# Saved data entries:
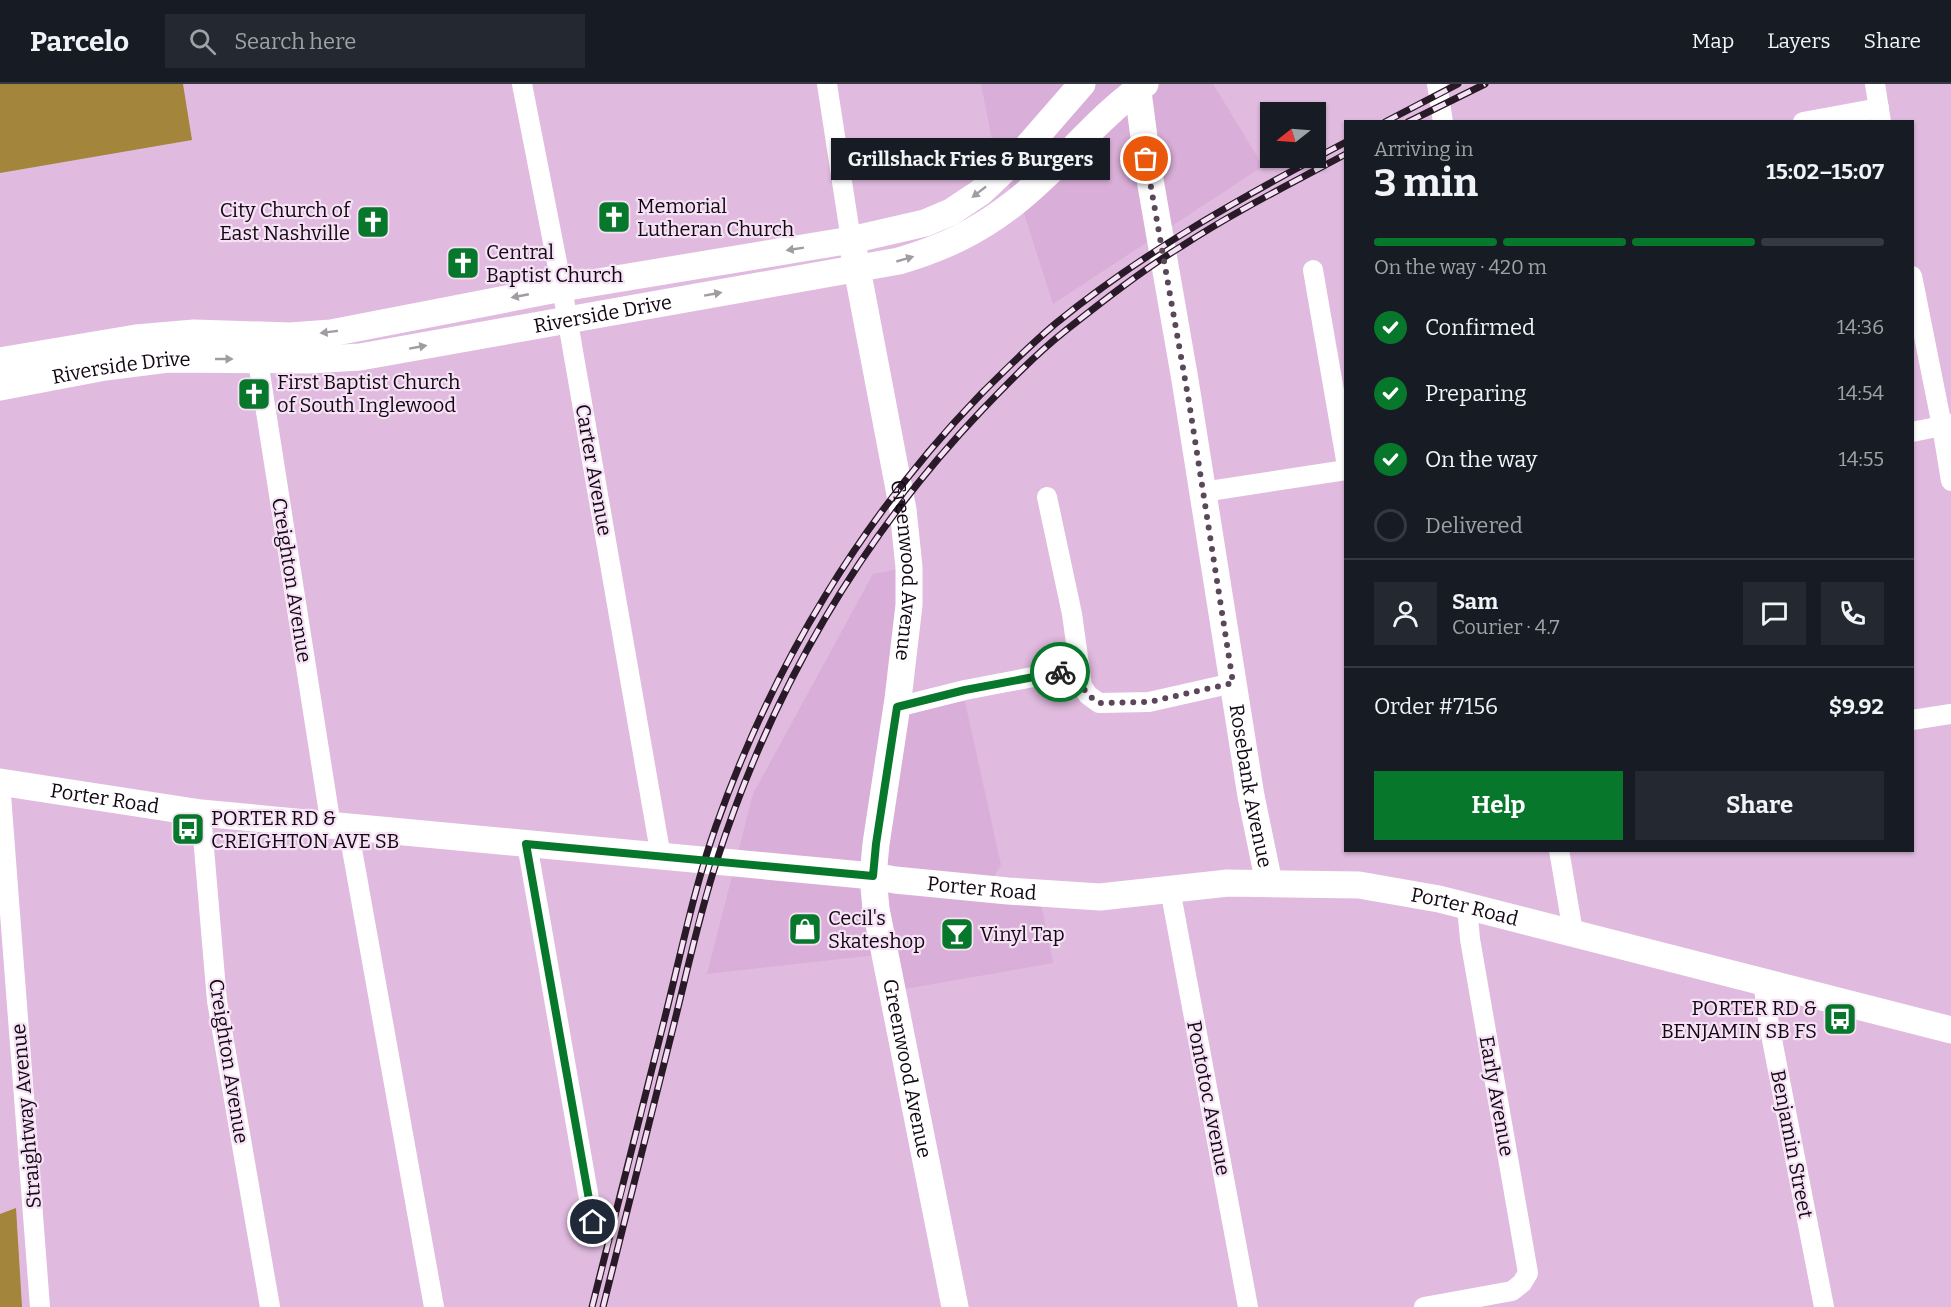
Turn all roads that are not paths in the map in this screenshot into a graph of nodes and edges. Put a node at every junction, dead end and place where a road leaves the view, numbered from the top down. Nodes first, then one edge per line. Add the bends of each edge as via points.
1 (522, 84) edge
2 (827, 84) edge
3 (1082, 84) edge
4 (1437, 84) edge
5 (1875, 84) edge
6 (1140, 86) edge
7 (1880, 115) edge
8 (1443, 120) edge
9 (1825, 120) edge
10 (1036, 137) junction
11 (1060, 160) junction
12 (851, 240) junction
13 (680, 268) junction
14 (857, 269) junction
15 (1313, 270) dead end
16 (1914, 285) edge
17 (562, 288) junction
18 (685, 298) junction
19 (568, 319) junction
20 (255, 347) junction
21 (0, 362) edge
22 (0, 387) edge
23 (1947, 425) edge
24 (1914, 432) edge
25 (1344, 448) edge
26 (1344, 470) edge
27 (1951, 482) edge
28 (1203, 492) junction
29 (1047, 496) dead end
30 (1080, 668) junction
31 (1233, 683) junction
32 (897, 707) junction
33 (1951, 714) edge
34 (1914, 720) edge
35 (0, 782) edge
36 (201, 813) junction
37 (340, 826) junction
38 (526, 844) junction
39 (1559, 852) edge
40 (661, 857) junction
41 (873, 876) junction
42 (1269, 883) junction
43 (1170, 889) junction
44 (1467, 906) junction
45 (1573, 932) junction
46 (1763, 981) junction
47 (1951, 1030) edge
48 (593, 1222) dead end
49 (40, 1307) edge
50 (270, 1307) edge
51 (434, 1307) edge
52 (955, 1307) edge
53 (1248, 1307) edge
54 (1424, 1307) edge
55 (1824, 1307) edge

1 - 17 street, Carter Avenue
2 - 12 street, Greenwood Avenue
3 - 10 street, Riverside Drive
4 - 8 street
5 - 7 street
6 - 11 street, Riverside Drive
6 - 28 street, Rosebank Avenue via 1148,168
7 - 9 street
10 - 11 street
10 -> 12 street, Riverside Drive via 981,192 951,212 925,223
14 -> 11 street, Riverside Drive via 899,261 959,239 1015,203
12 -> 13 street, Riverside Drive
12 - 14 street, Greenwood Avenue
13 - 17 street, Riverside Drive
13 - 18 street
18 -> 14 street, Riverside Drive
14 - 32 street, Greenwood Avenue via 903,510 909,567 909,605
15 - 25 street
16 - 23 street
17 - 19 street, Carter Avenue
17 -> 20 street, Riverside Drive via 331,333 290,336
18 - 19 street, Riverside Drive
20 -> 19 street, Riverside Drive via 308,360 360,357
19 - 40 street, Carter Avenue
20 - 21 street, Riverside Drive via 194,333 136,338
22 -> 20 street, Riverside Drive via 105,367
20 - 37 street, Creighton Avenue
23 - 24 street
23 - 27 street
26 - 28 street
28 - 31 street, Rosebank Avenue
29 - 30 street
30 - 31 street via 1082,686 1099,703 1149,702
30 - 32 street
31 - 42 street, Rosebank Avenue
32 - 41 street, Greenwood Avenue
33 - 34 street
35 - 36 street, Porter Road
35 - 49 street, Straightway Avenue
36 - 37 street, Porter Road
36 - 50 street, Creighton Avenue via 217,1001
37 - 38 street, Porter Road
37 - 51 street, Creighton Avenue
38 - 40 street, Porter Road
38 - 48 street
39 - 45 street
40 - 41 street, Porter Road
41 - 43 street, Porter Road via 1101,897
41 - 52 street, Greenwood Avenue via 876,909
42 - 43 street, Porter Road
42 - 44 street, Porter Road via 1359,885
43 - 53 street, Pontotoc Avenue
44 - 45 street, Porter Road
44 - 54 street, Early Avenue via 1528,1273 1512,1291
45 - 46 street, Porter Road
46 - 47 street, Porter Road
46 - 55 street, Benjamin Street

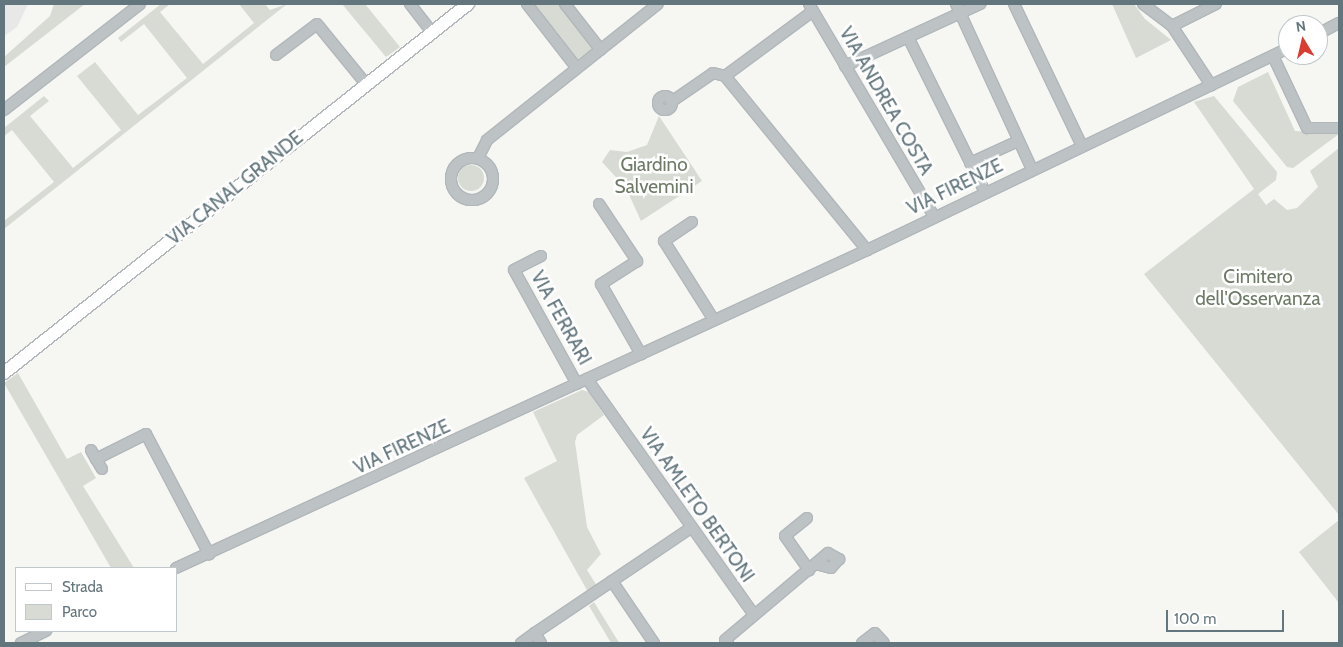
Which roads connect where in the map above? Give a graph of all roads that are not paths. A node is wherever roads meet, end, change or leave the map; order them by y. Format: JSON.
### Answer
{"nodes":[{"id":1,"x":140,"y":4,"type":"edge"},
{"id":2,"x":410,"y":4,"type":"edge"},
{"id":3,"x":468,"y":4,"type":"edge"},
{"id":4,"x":527,"y":4,"type":"edge"},
{"id":5,"x":565,"y":4,"type":"edge"},
{"id":6,"x":658,"y":4,"type":"edge"},
{"id":7,"x":980,"y":4,"type":"edge"},
{"id":8,"x":1014,"y":4,"type":"edge"},
{"id":9,"x":1143,"y":4,"type":"edge"},
{"id":10,"x":1216,"y":4,"type":"edge"},
{"id":11,"x":811,"y":7,"type":"edge"},
{"id":12,"x":958,"y":8,"type":"edge"},
{"id":13,"x":1172,"y":26,"type":"junction"},
{"id":14,"x":432,"y":32,"type":"junction"},
{"id":15,"x":908,"y":37,"type":"junction"},
{"id":16,"x":601,"y":50,"type":"junction"},
{"id":17,"x":1278,"y":53,"type":"edge"},
{"id":18,"x":276,"y":55,"type":"dead end"},
{"id":19,"x":1272,"y":56,"type":"junction"},
{"id":20,"x":845,"y":66,"type":"junction"},
{"id":21,"x":576,"y":68,"type":"junction"},
{"id":22,"x":725,"y":76,"type":"junction"},
{"id":23,"x":366,"y":84,"type":"junction"},
{"id":24,"x":1211,"y":85,"type":"junction"},
{"id":25,"x":672,"y":102,"type":"dead end"},
{"id":26,"x":4,"y":110,"type":"edge"},
{"id":27,"x":1339,"y":128,"type":"edge"},
{"id":28,"x":1018,"y":141,"type":"junction"},
{"id":29,"x":1082,"y":146,"type":"junction"},
{"id":30,"x":478,"y":158,"type":"junction"},
{"id":31,"x":970,"y":164,"type":"junction"},
{"id":32,"x":1032,"y":169,"type":"junction"},
{"id":33,"x":985,"y":192,"type":"junction"},
{"id":34,"x":599,"y":204,"type":"dead end"},
{"id":35,"x":934,"y":216,"type":"junction"},
{"id":36,"x":692,"y":222,"type":"dead end"},
{"id":37,"x":867,"y":250,"type":"junction"},
{"id":38,"x":541,"y":256,"type":"dead end"},
{"id":39,"x":714,"y":320,"type":"junction"},
{"id":40,"x":642,"y":354,"type":"junction"},
{"id":41,"x":5,"y":369,"type":"edge"},
{"id":42,"x":582,"y":382,"type":"junction"},
{"id":43,"x":102,"y":469,"type":"dead end"},
{"id":44,"x":807,"y":518,"type":"dead end"},
{"id":45,"x":692,"y":527,"type":"junction"},
{"id":46,"x":209,"y":554,"type":"junction"},
{"id":47,"x":178,"y":567,"type":"edge"},
{"id":48,"x":612,"y":581,"type":"junction"},
{"id":49,"x":754,"y":615,"type":"junction"},
{"id":50,"x":44,"y":632,"type":"edge"},
{"id":51,"x":535,"y":633,"type":"junction"},
{"id":52,"x":21,"y":643,"type":"edge"},
{"id":53,"x":520,"y":643,"type":"edge"},
{"id":54,"x":541,"y":643,"type":"edge"},
{"id":55,"x":654,"y":643,"type":"edge"},
{"id":56,"x":728,"y":643,"type":"edge"},
{"id":57,"x":862,"y":643,"type":"edge"},
{"id":58,"x":884,"y":643,"type":"edge"}],
"edges":[{"from":1,"to":26,"type":"street"},
{"from":2,"to":14,"type":"street"},
{"from":3,"to":14,"type":"main road","name":"VIA CANAL GRANDE"},
{"from":4,"to":21,"type":"street"},
{"from":5,"to":16,"type":"street"},
{"from":6,"to":16,"type":"street"},
{"from":7,"to":12,"type":"street"},
{"from":8,"to":29,"type":"street"},
{"from":9,"to":13,"type":"street"},
{"from":10,"to":13,"type":"street"},
{"from":11,"to":20,"type":"street","name":"VIA ANDREA COSTA"},
{"from":11,"to":22,"type":"street"},
{"from":12,"to":15,"type":"street"},
{"from":12,"to":28,"type":"street"},
{"from":13,"to":24,"type":"street"},
{"from":14,"to":23,"type":"main road","name":"VIA CANAL GRANDE"},
{"from":15,"to":20,"type":"street"},
{"from":15,"to":31,"type":"street"},
{"from":16,"to":21,"type":"street"},
{"from":17,"to":19,"type":"street","name":"VIA FIRENZE"},
{"from":18,"to":23,"type":"street"},
{"from":19,"to":24,"type":"street","name":"VIA FIRENZE"},
{"from":19,"to":27,"type":"street"},
{"from":20,"to":35,"type":"street","name":"VIA ANDREA COSTA"},
{"from":21,"to":30,"type":"street"},
{"from":22,"to":25,"type":"street"},
{"from":22,"to":37,"type":"street"},
{"from":23,"to":41,"type":"main road","name":"VIA CANAL GRANDE"},
{"from":24,"to":29,"type":"street","name":"VIA FIRENZE"},
{"from":28,"to":31,"type":"street"},
{"from":28,"to":32,"type":"street"},
{"from":29,"to":32,"type":"street","name":"VIA FIRENZE"},
{"from":30,"to":30,"type":"street"},
{"from":31,"to":33,"type":"street"},
{"from":32,"to":33,"type":"street","name":"VIA FIRENZE"},
{"from":33,"to":35,"type":"street","name":"VIA FIRENZE"},
{"from":34,"to":40,"type":"street"},
{"from":35,"to":37,"type":"street","name":"VIA FIRENZE"},
{"from":36,"to":39,"type":"street"},
{"from":37,"to":39,"type":"street","name":"VIA FIRENZE"},
{"from":38,"to":42,"type":"street","name":"VIA FERRARI"},
{"from":39,"to":40,"type":"street","name":"VIA FIRENZE"},
{"from":40,"to":42,"type":"street","name":"VIA FIRENZE"},
{"from":42,"to":45,"type":"street","name":"VIA AMLETO BERTONI"},
{"from":42,"to":46,"type":"street","name":"VIA FIRENZE"},
{"from":43,"to":46,"type":"street"},
{"from":44,"to":49,"type":"street"},
{"from":45,"to":48,"type":"street"},
{"from":45,"to":49,"type":"street","name":"VIA AMLETO BERTONI"},
{"from":46,"to":47,"type":"street","name":"VIA FIRENZE"},
{"from":48,"to":51,"type":"street"},
{"from":48,"to":55,"type":"street"},
{"from":49,"to":56,"type":"street"},
{"from":50,"to":52,"type":"street"},
{"from":51,"to":53,"type":"street"},
{"from":51,"to":54,"type":"street"},
{"from":57,"to":58,"type":"street"}]}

# ABOUT THIS TASK:
Take every line above carrying "Porter" and return it.

# EXERCISE SOLUTION:
35 - 36 street, Porter Road
36 - 37 street, Porter Road
37 - 38 street, Porter Road
38 - 40 street, Porter Road
40 - 41 street, Porter Road
41 - 43 street, Porter Road via 1101,897
42 - 43 street, Porter Road
42 - 44 street, Porter Road via 1359,885
44 - 45 street, Porter Road
45 - 46 street, Porter Road
46 - 47 street, Porter Road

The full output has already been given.